13.01.76 Il procuratore della repubblica di Milano sequestra il film Salò e apre un procedimento penale contro il produttore Grimaldi per commercio di pubblicazioni oscene. 
21.01.76 I udienza del processo per direttissima contro Grimaldi. 
24.01.76 Processo Salò-Grimaldi. II udienza. Visione del film. 
30.01.76 Processo Salò-Grimaldi. II udienza e sentenza di condanna. 
19.02.76 La procura generale di Roma apre un procedimento penale contro il produttore Grimaldi per corruzione di minorenni ed atti osceni in luogo pubblico in relazione ad una scena del film Salò. 
23.02.76 Salò, corruzione di minori. Gli atti vengono spediti alla procura di Brescia e di qui al pretore di Mantova, per competenza territoriale. 
11.03.76 L'associazione nazionale per il buon costume ricorre al tribunale amministrativo regionale per ottenere l'annullamento del Nulla Osta alla programmazione di Salò, con richiesta di immediata sospensione del provvedimento. 
26.04.76 Il TAR respinge la richiesta di sospensione del Nulla Osta alla programmazione di Salò. 
23.09.76 Salò, corruzione di minori. Il pretore di Mantova archivia il processo. 
17.02.77 Processo Salò. La corte di appello di Milano assolve Grimaldi e ordina il dissequestro del film. 
03.03.77 L'associazione nazionale per il buon costume ripropone al TAR richiesta di immediata sospensione della programmazione di Salò. 
28.03.77 Il TAR respinge la richiesta dell'associazione nazionale per il buon costume. 
07.06.77 Denuncia di un cittadino contro Salò e nuovo sequestro del film da parte del pretore di Grottaglie. 
09.06.77 Il pretore di Grottaglie viene denunciato dalla società produttrice di Salò per abuso di potere. 
18.06.77 Il procuratore della Repubblica di Milano dissequestra Salò.
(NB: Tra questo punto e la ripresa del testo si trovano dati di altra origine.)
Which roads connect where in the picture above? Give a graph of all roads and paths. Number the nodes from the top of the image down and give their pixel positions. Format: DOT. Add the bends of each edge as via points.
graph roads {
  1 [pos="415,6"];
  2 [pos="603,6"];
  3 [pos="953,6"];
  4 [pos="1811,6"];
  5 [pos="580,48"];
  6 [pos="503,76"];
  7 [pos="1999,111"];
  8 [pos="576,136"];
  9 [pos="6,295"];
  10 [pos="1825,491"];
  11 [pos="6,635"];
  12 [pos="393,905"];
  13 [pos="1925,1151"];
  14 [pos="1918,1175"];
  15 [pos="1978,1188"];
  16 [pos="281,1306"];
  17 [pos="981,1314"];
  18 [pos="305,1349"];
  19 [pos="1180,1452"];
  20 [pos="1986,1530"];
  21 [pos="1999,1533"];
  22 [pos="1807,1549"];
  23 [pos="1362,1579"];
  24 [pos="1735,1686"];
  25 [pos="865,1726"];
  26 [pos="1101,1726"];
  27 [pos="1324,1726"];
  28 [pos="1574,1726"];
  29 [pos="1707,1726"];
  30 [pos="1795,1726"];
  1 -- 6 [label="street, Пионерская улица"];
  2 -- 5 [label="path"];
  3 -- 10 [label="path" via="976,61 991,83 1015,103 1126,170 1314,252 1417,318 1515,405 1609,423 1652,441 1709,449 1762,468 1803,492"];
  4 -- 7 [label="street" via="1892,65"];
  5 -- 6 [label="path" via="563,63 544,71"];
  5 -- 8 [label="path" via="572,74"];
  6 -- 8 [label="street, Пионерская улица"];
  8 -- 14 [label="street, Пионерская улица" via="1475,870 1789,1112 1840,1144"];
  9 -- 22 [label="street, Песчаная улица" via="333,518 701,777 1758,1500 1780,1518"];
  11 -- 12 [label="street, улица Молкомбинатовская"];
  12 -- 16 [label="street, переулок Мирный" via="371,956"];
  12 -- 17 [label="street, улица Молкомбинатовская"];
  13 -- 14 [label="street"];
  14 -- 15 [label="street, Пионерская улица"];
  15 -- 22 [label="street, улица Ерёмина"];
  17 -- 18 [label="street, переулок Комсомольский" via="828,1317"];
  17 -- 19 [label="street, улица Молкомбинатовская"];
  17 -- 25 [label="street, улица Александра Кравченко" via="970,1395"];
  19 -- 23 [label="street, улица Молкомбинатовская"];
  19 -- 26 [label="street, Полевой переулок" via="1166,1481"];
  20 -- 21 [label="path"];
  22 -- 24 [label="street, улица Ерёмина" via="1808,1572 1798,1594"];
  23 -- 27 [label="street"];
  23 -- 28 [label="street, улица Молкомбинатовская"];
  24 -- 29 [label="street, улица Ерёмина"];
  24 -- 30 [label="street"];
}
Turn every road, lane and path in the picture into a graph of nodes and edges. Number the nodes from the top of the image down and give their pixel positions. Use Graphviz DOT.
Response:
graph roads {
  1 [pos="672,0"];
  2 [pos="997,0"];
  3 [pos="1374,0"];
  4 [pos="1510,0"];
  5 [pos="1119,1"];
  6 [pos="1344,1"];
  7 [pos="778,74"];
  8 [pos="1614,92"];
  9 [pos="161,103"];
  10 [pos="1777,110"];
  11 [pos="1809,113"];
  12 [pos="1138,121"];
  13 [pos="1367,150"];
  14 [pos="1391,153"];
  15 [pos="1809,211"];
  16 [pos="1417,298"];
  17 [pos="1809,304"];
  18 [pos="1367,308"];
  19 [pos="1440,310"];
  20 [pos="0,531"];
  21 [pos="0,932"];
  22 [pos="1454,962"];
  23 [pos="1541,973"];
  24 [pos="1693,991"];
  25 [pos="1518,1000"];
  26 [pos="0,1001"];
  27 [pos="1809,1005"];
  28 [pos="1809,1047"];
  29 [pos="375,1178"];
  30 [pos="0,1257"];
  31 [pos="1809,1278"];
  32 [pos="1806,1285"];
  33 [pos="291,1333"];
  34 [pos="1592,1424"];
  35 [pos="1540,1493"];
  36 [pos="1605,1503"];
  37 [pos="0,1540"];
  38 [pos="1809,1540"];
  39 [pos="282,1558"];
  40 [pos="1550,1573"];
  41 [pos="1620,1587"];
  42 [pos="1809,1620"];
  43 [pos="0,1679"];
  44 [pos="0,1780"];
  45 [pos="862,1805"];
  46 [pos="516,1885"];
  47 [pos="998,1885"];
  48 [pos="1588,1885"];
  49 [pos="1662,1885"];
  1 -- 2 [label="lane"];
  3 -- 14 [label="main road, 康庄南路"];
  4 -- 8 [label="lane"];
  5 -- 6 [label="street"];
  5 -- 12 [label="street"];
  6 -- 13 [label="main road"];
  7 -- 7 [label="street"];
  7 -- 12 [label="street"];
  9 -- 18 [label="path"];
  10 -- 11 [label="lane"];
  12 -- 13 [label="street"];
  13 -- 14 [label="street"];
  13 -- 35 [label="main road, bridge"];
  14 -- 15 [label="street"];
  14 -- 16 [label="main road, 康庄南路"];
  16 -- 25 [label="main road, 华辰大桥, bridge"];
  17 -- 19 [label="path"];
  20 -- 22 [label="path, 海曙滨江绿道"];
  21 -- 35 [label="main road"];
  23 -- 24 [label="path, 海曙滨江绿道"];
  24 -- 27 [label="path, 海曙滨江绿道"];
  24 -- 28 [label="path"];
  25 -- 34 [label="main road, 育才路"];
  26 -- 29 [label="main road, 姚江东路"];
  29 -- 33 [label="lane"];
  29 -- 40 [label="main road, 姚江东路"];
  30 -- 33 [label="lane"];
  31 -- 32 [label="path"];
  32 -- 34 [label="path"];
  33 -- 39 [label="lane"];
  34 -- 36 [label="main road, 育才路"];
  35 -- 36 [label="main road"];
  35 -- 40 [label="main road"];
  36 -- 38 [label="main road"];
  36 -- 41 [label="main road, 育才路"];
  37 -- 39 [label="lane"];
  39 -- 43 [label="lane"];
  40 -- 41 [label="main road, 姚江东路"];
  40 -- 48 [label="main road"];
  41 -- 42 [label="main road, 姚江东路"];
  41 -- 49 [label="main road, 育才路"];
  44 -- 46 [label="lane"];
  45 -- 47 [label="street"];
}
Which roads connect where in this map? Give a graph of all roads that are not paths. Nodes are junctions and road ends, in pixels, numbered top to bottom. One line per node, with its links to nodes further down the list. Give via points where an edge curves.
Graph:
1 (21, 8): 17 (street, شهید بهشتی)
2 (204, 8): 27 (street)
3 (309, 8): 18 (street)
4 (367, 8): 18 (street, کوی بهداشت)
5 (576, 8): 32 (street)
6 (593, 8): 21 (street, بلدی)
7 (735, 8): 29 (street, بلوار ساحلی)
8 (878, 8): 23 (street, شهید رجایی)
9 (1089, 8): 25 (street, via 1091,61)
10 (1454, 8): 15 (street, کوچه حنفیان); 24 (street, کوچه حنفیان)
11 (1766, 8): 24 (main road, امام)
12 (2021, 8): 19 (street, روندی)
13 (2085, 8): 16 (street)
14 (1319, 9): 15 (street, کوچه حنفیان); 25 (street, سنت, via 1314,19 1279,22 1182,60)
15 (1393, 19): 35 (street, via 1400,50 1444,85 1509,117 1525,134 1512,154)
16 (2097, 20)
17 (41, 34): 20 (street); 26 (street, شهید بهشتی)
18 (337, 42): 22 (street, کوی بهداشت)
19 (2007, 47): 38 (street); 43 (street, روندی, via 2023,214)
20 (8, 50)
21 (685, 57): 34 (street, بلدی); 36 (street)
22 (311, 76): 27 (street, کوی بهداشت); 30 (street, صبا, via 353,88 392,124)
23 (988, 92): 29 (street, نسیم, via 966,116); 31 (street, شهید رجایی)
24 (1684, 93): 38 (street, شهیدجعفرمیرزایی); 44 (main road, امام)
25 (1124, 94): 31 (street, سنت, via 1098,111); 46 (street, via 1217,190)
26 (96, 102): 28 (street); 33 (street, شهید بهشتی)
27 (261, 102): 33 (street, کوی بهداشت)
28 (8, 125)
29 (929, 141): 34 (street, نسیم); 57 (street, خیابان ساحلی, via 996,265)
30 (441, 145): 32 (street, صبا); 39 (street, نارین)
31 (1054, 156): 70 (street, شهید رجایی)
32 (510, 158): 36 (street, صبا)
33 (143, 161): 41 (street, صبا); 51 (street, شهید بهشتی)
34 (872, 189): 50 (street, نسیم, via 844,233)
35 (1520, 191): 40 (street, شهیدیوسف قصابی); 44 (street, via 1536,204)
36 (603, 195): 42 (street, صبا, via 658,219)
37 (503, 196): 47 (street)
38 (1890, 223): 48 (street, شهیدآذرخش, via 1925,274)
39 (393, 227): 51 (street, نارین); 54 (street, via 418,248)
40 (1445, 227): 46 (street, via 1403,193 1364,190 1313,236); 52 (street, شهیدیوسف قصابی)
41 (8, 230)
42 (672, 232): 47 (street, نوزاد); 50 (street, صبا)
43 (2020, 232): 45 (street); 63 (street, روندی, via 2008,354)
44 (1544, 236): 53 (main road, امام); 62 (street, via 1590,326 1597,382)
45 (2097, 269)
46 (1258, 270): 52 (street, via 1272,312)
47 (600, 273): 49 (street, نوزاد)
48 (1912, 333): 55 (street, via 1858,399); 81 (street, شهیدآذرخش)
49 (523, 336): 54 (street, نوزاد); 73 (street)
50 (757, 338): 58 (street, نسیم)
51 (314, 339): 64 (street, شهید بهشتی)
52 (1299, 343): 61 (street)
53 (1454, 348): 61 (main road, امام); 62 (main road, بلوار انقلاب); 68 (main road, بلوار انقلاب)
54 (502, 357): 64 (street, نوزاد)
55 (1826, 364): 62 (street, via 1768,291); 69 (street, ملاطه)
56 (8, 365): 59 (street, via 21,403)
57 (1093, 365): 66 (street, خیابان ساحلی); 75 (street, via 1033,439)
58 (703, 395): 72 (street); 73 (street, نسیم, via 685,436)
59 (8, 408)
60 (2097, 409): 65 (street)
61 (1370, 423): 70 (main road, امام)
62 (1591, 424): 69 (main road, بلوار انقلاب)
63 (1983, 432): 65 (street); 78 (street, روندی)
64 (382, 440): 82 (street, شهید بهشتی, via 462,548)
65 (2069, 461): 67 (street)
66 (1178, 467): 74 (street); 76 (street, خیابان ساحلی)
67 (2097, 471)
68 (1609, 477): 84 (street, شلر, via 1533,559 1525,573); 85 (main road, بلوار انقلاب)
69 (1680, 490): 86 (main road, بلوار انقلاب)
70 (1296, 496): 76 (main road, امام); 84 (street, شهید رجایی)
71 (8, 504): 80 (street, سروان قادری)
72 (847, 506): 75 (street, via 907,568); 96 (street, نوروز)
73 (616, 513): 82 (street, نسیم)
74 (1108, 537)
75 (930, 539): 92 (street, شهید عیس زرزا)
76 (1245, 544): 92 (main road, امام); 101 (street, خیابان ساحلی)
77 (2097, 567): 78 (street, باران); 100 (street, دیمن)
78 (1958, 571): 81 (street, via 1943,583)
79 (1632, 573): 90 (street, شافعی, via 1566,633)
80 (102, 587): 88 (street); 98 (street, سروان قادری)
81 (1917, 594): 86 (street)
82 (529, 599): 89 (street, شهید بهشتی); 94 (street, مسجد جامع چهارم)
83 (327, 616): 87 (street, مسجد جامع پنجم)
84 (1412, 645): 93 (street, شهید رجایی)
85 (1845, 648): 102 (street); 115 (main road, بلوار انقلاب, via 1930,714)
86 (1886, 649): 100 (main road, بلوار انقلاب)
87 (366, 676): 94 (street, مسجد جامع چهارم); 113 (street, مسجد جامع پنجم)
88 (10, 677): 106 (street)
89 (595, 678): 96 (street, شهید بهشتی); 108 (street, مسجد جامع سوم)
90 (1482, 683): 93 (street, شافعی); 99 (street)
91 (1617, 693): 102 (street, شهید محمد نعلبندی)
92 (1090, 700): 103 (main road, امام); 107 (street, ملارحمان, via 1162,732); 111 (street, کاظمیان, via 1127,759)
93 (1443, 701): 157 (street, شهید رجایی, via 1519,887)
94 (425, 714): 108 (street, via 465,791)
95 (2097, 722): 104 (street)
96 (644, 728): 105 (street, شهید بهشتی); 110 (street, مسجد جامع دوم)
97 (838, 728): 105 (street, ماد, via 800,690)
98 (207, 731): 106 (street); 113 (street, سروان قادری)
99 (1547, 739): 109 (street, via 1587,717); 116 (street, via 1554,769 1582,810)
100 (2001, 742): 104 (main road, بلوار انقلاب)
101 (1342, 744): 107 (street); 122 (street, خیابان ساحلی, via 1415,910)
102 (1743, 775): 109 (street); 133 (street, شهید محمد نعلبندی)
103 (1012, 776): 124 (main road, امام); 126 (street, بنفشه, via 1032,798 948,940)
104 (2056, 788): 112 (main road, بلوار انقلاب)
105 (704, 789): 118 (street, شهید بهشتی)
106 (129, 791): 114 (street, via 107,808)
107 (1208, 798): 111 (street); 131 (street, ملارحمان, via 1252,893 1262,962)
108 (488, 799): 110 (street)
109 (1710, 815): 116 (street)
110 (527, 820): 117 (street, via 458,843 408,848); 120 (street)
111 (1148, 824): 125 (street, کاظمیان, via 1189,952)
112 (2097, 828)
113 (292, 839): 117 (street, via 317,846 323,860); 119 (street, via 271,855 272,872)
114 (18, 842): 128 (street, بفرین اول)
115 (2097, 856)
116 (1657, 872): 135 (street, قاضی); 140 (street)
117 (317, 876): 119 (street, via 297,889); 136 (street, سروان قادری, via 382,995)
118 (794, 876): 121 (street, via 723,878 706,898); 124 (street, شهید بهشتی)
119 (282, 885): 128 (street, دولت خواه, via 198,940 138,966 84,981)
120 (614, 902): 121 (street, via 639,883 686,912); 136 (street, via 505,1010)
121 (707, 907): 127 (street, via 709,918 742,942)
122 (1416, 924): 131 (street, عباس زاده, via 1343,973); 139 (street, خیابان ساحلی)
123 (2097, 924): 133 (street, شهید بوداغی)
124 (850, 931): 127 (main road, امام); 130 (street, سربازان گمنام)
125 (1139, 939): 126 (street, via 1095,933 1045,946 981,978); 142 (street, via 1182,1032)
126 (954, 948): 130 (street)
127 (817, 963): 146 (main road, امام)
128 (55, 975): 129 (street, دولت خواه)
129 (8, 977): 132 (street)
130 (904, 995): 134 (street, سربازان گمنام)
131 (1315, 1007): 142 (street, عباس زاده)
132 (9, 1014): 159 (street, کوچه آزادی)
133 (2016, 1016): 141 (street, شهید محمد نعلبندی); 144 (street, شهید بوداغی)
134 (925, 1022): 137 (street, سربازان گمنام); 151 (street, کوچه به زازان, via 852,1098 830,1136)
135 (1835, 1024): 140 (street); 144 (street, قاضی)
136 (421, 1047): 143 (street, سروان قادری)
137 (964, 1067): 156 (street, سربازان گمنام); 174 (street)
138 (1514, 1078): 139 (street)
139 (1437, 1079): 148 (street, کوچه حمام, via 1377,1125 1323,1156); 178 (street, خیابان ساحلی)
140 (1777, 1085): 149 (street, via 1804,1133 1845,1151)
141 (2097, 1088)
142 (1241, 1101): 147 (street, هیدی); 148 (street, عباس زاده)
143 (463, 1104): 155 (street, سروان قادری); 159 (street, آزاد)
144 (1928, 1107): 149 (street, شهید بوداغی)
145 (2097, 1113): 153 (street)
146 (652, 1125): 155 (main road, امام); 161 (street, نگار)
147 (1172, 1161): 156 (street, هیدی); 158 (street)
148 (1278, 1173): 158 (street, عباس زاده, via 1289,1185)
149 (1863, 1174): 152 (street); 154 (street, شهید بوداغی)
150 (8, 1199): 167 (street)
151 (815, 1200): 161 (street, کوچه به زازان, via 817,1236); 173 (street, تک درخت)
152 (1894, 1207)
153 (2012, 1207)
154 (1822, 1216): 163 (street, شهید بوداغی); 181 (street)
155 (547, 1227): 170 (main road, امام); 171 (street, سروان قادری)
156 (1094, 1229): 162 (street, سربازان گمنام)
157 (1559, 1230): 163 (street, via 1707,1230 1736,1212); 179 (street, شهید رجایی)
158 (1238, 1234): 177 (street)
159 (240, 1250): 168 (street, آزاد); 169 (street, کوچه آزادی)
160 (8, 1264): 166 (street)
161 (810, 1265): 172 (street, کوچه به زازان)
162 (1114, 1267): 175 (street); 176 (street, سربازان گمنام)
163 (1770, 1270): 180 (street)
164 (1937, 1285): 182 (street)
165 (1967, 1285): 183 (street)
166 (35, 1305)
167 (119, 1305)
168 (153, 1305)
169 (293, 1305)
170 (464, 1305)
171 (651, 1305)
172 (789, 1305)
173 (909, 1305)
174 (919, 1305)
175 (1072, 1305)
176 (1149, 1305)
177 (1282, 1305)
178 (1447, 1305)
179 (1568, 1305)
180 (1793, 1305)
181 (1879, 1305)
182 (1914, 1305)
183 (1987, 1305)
AGGIORNAMENTO DEL 15.02.2007

A quanto pare la polizia di Zurigo, visto il valore artistico dell'opera in questione (per non citare le centinaia di articoli in cui è stata sbertucciata in Europa), ha autorizzato la proiezione del film. Bene, molti potranno finalmente vedere quello che io non ritengo essere un capolavoro di Pasolini (ma che per nessuno motivo al mondo va censurato come hanno tentato di fare) e che comunque molti hanno già visto senza problemi 30 anni fa.
Grazie per averci dato la esatta percezione della situazione attuale della censura...a quando il prossimo illuminante episodio?